Stored items:

· · · ·

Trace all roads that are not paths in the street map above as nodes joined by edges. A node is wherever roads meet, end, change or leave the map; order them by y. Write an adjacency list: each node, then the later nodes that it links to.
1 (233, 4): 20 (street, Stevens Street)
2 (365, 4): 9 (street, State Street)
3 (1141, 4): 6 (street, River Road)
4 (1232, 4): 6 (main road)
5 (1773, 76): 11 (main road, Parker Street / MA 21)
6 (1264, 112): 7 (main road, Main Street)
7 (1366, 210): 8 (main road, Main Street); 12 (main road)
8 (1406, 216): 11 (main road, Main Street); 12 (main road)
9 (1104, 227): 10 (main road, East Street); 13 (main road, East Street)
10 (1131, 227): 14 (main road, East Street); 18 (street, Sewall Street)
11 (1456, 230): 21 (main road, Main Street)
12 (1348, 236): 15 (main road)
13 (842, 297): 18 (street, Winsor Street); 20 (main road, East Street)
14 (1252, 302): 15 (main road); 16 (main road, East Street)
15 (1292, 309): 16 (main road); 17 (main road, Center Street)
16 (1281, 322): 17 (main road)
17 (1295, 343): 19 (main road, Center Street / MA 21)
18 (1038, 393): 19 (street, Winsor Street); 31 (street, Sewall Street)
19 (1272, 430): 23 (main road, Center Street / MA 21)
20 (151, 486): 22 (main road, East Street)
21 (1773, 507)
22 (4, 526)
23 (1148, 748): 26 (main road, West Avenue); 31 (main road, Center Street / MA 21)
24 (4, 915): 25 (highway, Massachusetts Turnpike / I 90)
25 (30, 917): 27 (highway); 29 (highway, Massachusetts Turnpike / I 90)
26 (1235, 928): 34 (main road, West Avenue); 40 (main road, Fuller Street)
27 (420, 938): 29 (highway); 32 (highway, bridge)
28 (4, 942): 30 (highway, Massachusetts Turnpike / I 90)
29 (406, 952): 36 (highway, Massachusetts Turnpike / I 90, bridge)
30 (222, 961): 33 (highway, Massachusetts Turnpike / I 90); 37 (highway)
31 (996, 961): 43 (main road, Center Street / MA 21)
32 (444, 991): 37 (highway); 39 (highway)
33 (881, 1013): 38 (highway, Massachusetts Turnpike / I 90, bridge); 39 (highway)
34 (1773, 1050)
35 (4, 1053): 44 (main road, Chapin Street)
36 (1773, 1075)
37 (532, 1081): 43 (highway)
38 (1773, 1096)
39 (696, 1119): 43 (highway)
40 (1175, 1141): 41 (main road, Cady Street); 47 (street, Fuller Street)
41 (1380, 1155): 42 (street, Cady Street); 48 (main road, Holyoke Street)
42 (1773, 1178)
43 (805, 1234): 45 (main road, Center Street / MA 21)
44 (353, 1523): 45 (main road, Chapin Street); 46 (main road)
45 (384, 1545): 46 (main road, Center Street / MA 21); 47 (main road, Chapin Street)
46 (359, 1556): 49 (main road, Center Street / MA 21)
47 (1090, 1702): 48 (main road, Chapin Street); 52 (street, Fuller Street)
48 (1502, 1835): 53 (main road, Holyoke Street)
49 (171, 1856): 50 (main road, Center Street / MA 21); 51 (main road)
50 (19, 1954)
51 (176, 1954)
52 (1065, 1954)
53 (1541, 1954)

· · · ·

EXERCISE BRIEF ▸
Extract all the entries word for word.

ANSWER TO THIS PROBLEM ▸
Trace all roads that are not paths in the street map above as nodes joined by edges. A node is wherever roads meet, end, change or leave the map; order them by y. Write an adjacency list: each node, then the later nodes that it links to.
1 (233, 4): 20 (street, Stevens Street)
2 (365, 4): 9 (street, State Street)
3 (1141, 4): 6 (street, River Road)
4 (1232, 4): 6 (main road)
5 (1773, 76): 11 (main road, Parker Street / MA 21)
6 (1264, 112): 7 (main road, Main Street)
7 (1366, 210): 8 (main road, Main Street); 12 (main road)
8 (1406, 216): 11 (main road, Main Street); 12 (main road)
9 (1104, 227): 10 (main road, East Street); 13 (main road, East Street)
10 (1131, 227): 14 (main road, East Street); 18 (street, Sewall Street)
11 (1456, 230): 21 (main road, Main Street)
12 (1348, 236): 15 (main road)
13 (842, 297): 18 (street, Winsor Street); 20 (main road, East Street)
14 (1252, 302): 15 (main road); 16 (main road, East Street)
15 (1292, 309): 16 (main road); 17 (main road, Center Street)
16 (1281, 322): 17 (main road)
17 (1295, 343): 19 (main road, Center Street / MA 21)
18 (1038, 393): 19 (street, Winsor Street); 31 (street, Sewall Street)
19 (1272, 430): 23 (main road, Center Street / MA 21)
20 (151, 486): 22 (main road, East Street)
21 (1773, 507)
22 (4, 526)
23 (1148, 748): 26 (main road, West Avenue); 31 (main road, Center Street / MA 21)
24 (4, 915): 25 (highway, Massachusetts Turnpike / I 90)
25 (30, 917): 27 (highway); 29 (highway, Massachusetts Turnpike / I 90)
26 (1235, 928): 34 (main road, West Avenue); 40 (main road, Fuller Street)
27 (420, 938): 29 (highway); 32 (highway, bridge)
28 (4, 942): 30 (highway, Massachusetts Turnpike / I 90)
29 (406, 952): 36 (highway, Massachusetts Turnpike / I 90, bridge)
30 (222, 961): 33 (highway, Massachusetts Turnpike / I 90); 37 (highway)
31 (996, 961): 43 (main road, Center Street / MA 21)
32 (444, 991): 37 (highway); 39 (highway)
33 (881, 1013): 38 (highway, Massachusetts Turnpike / I 90, bridge); 39 (highway)
34 (1773, 1050)
35 (4, 1053): 44 (main road, Chapin Street)
36 (1773, 1075)
37 (532, 1081): 43 (highway)
38 (1773, 1096)
39 (696, 1119): 43 (highway)
40 (1175, 1141): 41 (main road, Cady Street); 47 (street, Fuller Street)
41 (1380, 1155): 42 (street, Cady Street); 48 (main road, Holyoke Street)
42 (1773, 1178)
43 (805, 1234): 45 (main road, Center Street / MA 21)
44 (353, 1523): 45 (main road, Chapin Street); 46 (main road)
45 (384, 1545): 46 (main road, Center Street / MA 21); 47 (main road, Chapin Street)
46 (359, 1556): 49 (main road, Center Street / MA 21)
47 (1090, 1702): 48 (main road, Chapin Street); 52 (street, Fuller Street)
48 (1502, 1835): 53 (main road, Holyoke Street)
49 (171, 1856): 50 (main road, Center Street / MA 21); 51 (main road)
50 (19, 1954)
51 (176, 1954)
52 (1065, 1954)
53 (1541, 1954)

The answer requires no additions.